## THE PROBLEM:
Only the lines below from the one containing "middle dip: (465, 217)" through the one containing "pinky tip: (235, 173)" belong in the answer, set down exactly, with the pictures left out.

(Collected data entries)

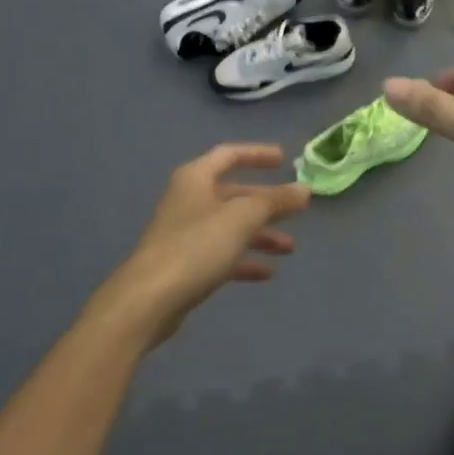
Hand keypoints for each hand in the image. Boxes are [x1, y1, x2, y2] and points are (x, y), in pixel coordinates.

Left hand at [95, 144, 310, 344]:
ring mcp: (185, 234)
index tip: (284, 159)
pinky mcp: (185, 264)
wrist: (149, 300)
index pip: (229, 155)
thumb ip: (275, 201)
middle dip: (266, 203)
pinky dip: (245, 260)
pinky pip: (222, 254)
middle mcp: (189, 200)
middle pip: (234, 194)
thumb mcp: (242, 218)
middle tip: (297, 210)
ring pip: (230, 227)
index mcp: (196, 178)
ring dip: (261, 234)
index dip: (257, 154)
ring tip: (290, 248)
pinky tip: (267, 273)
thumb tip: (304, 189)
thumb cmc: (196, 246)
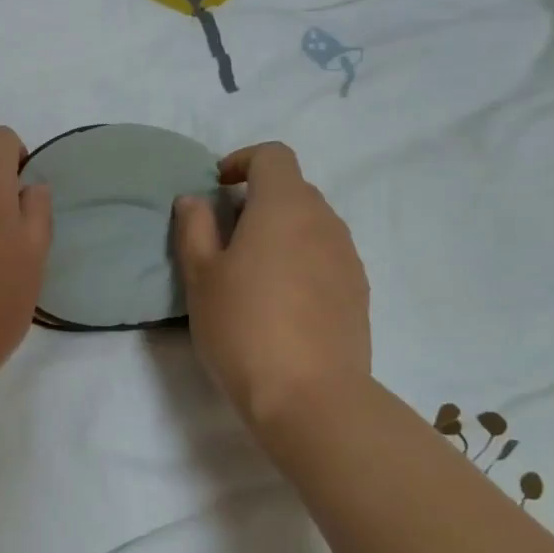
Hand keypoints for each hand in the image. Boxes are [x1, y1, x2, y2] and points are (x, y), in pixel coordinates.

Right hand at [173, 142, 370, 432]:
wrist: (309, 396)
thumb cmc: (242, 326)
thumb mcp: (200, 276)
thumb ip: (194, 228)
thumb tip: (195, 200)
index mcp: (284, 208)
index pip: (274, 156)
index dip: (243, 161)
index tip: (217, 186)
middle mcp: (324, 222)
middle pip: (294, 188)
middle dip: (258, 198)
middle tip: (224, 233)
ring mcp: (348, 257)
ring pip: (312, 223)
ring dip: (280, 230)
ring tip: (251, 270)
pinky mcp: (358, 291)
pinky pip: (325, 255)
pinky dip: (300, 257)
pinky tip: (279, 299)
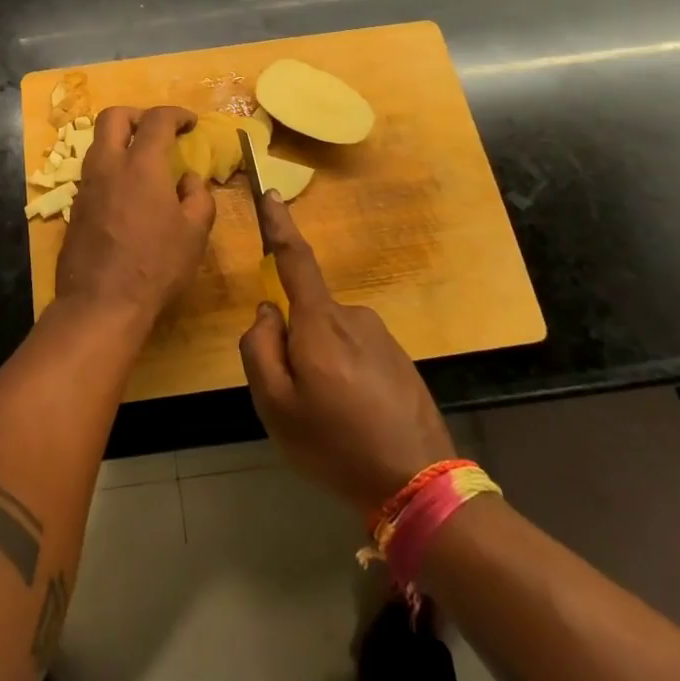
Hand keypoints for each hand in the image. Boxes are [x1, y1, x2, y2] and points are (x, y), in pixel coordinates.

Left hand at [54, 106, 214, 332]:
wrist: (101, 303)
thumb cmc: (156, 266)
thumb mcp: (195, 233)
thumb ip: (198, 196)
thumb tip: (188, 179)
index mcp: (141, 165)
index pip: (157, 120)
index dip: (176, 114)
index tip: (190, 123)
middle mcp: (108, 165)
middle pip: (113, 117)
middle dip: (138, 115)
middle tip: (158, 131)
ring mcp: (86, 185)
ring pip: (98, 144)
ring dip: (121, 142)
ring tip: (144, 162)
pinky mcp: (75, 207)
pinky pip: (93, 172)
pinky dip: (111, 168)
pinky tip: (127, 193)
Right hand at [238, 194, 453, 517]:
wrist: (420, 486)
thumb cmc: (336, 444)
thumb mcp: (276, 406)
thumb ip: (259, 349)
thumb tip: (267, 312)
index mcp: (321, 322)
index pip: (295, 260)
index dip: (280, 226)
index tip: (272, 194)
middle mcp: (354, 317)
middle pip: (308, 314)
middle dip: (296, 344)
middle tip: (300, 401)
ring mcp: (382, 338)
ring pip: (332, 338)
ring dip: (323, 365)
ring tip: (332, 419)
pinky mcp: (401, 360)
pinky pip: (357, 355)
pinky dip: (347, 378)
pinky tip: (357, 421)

--

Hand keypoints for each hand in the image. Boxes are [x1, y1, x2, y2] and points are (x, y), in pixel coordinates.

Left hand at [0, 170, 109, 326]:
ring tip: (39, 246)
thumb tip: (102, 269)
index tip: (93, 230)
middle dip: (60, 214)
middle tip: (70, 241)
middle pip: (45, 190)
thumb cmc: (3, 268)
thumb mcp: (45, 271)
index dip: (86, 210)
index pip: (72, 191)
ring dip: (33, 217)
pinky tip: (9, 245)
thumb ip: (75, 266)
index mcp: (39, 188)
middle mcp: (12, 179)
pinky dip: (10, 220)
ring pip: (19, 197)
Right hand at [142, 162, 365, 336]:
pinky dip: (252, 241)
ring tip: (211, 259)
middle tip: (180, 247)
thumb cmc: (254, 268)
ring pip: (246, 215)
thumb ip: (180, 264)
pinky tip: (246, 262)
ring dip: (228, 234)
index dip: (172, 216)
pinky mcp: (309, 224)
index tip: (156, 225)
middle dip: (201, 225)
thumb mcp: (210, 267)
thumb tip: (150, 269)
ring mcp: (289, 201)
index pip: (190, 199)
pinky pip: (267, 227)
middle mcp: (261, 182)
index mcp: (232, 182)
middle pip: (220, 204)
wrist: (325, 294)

* * *

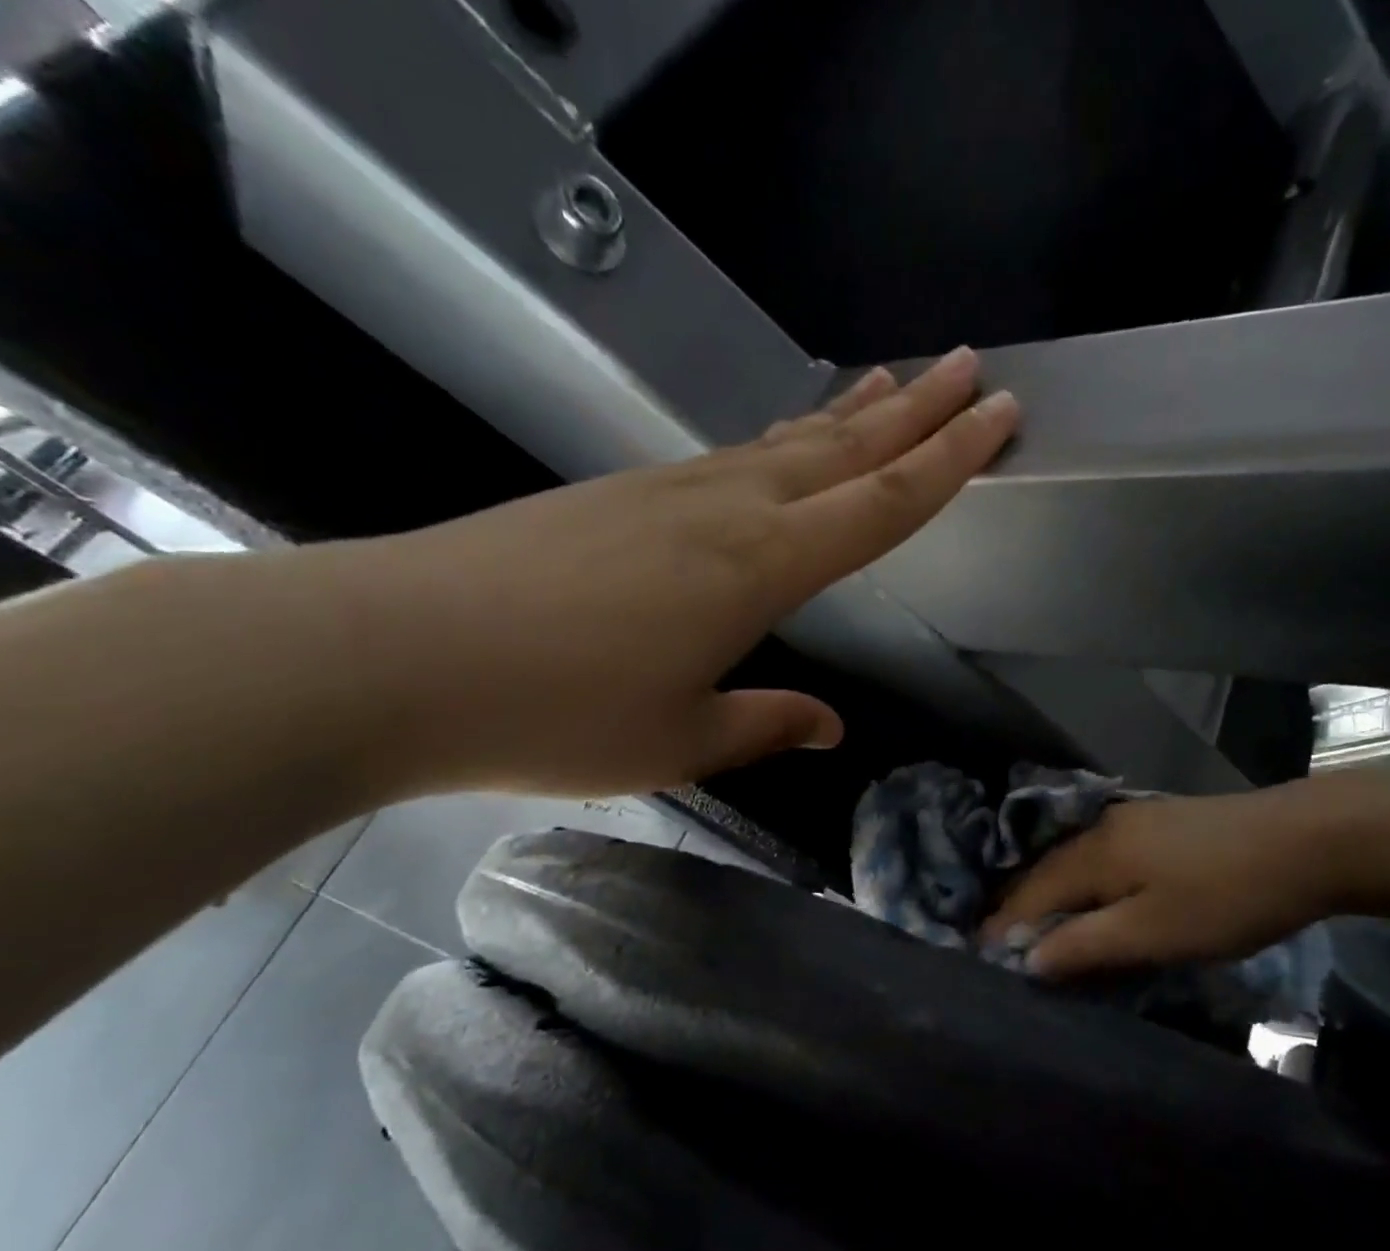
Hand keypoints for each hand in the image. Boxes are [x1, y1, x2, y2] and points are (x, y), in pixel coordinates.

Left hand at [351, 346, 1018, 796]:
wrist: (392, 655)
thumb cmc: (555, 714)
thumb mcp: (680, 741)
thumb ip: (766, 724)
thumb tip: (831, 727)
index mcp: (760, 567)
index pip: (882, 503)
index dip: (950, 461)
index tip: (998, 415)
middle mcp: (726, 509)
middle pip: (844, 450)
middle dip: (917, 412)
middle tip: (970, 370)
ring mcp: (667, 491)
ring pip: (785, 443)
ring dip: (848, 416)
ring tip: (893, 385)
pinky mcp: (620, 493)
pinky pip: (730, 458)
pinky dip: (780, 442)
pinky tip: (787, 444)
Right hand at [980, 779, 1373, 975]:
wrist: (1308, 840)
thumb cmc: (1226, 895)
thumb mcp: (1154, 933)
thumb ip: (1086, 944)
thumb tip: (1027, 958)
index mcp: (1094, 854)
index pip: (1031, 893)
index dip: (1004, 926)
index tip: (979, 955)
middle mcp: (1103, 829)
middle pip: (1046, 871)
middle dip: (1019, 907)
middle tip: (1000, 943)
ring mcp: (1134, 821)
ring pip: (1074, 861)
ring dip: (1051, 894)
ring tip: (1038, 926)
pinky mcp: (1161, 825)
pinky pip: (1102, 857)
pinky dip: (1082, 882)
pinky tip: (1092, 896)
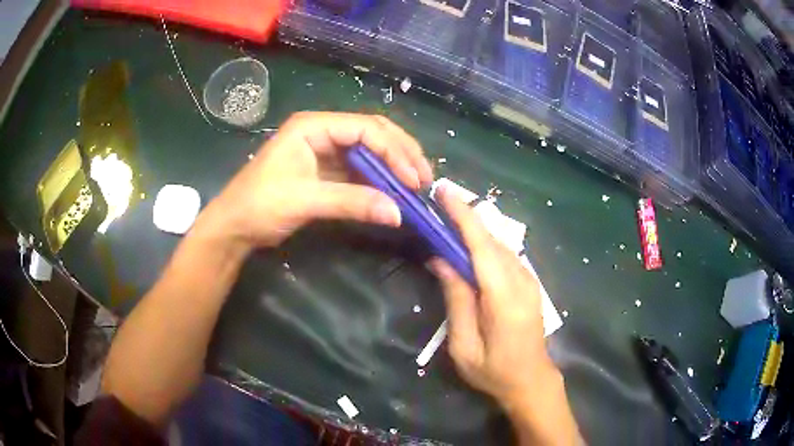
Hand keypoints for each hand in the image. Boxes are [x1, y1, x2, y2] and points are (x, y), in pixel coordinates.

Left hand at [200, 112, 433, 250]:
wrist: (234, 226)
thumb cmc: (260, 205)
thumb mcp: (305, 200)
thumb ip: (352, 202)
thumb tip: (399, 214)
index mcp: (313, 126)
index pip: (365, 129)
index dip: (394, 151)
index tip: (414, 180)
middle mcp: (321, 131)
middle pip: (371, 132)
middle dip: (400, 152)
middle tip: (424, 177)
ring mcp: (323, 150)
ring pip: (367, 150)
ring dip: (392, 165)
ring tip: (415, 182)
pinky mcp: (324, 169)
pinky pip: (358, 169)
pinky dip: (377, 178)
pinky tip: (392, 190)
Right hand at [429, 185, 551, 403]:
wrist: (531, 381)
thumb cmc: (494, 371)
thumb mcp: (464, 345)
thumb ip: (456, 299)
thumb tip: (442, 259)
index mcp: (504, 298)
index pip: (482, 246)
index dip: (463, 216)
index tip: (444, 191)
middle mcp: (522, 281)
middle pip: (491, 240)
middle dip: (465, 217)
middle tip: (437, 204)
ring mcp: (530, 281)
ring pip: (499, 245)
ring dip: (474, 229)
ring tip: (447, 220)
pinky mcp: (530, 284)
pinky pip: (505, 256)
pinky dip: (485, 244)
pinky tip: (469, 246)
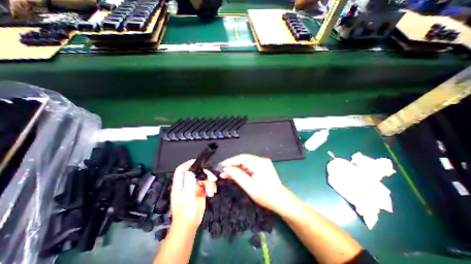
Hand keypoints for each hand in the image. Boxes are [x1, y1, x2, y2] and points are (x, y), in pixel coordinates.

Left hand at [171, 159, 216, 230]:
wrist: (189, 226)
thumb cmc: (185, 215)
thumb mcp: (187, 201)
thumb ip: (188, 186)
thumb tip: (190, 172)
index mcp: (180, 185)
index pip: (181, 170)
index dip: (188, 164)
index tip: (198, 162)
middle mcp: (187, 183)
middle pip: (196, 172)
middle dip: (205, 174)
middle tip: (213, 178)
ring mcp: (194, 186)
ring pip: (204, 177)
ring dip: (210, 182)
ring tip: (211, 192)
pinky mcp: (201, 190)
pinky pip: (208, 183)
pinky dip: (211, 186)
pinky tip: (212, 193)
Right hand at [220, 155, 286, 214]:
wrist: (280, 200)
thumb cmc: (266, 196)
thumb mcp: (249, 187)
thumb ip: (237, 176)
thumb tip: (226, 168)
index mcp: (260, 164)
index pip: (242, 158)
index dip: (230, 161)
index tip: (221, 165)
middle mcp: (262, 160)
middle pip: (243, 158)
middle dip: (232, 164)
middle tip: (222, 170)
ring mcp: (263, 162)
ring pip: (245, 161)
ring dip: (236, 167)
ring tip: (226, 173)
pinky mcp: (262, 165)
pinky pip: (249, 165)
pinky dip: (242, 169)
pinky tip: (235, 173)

## TASK ANSWER:
middle dip: (465, 217)
middle tip: (437, 204)
ring mcp: (530, 281)
ring pip: (499, 245)
ring dip: (474, 229)
ring tip: (447, 220)
pinky mcp: (530, 284)
pinky pip: (505, 256)
pinky dip: (485, 244)
pinky tip: (469, 246)
Hand keypoints for each hand in the image. Boxes are [x1, y1, x2, y2] and points are (x, y), in pixel coordinates.

Left hand at [171, 159, 216, 230]:
wrist: (189, 226)
thumb cmc: (185, 215)
thumb mcp: (187, 201)
thumb ip: (188, 186)
thumb tip: (190, 172)
index mcp: (180, 185)
index pip: (181, 170)
index dip: (188, 164)
index tip: (198, 162)
middle mcp: (187, 183)
middle pip: (196, 172)
middle dip: (205, 174)
middle tip: (213, 178)
ring mcp: (194, 186)
ring pip: (204, 177)
ring dip: (210, 182)
ring tip: (211, 192)
pinky mcp: (201, 190)
pinky pip: (208, 183)
pinky dip: (211, 186)
pinky tip: (212, 193)
Right hand at [220, 155, 286, 214]:
wrist: (280, 200)
thumb cmc: (266, 196)
thumb mcp: (249, 187)
thumb ip: (237, 176)
thumb tip: (226, 168)
index mcp: (260, 164)
index pip: (242, 158)
index dip: (230, 161)
index tip: (221, 165)
middle mcp: (262, 160)
middle pip: (243, 158)
middle dip: (232, 164)
middle tip: (222, 170)
ring mcp: (263, 162)
ring pip: (245, 161)
ring dip: (236, 167)
ring tip: (226, 173)
pinky mcp: (262, 165)
pinky pip: (249, 165)
pinky dip: (242, 169)
pinky tip: (235, 173)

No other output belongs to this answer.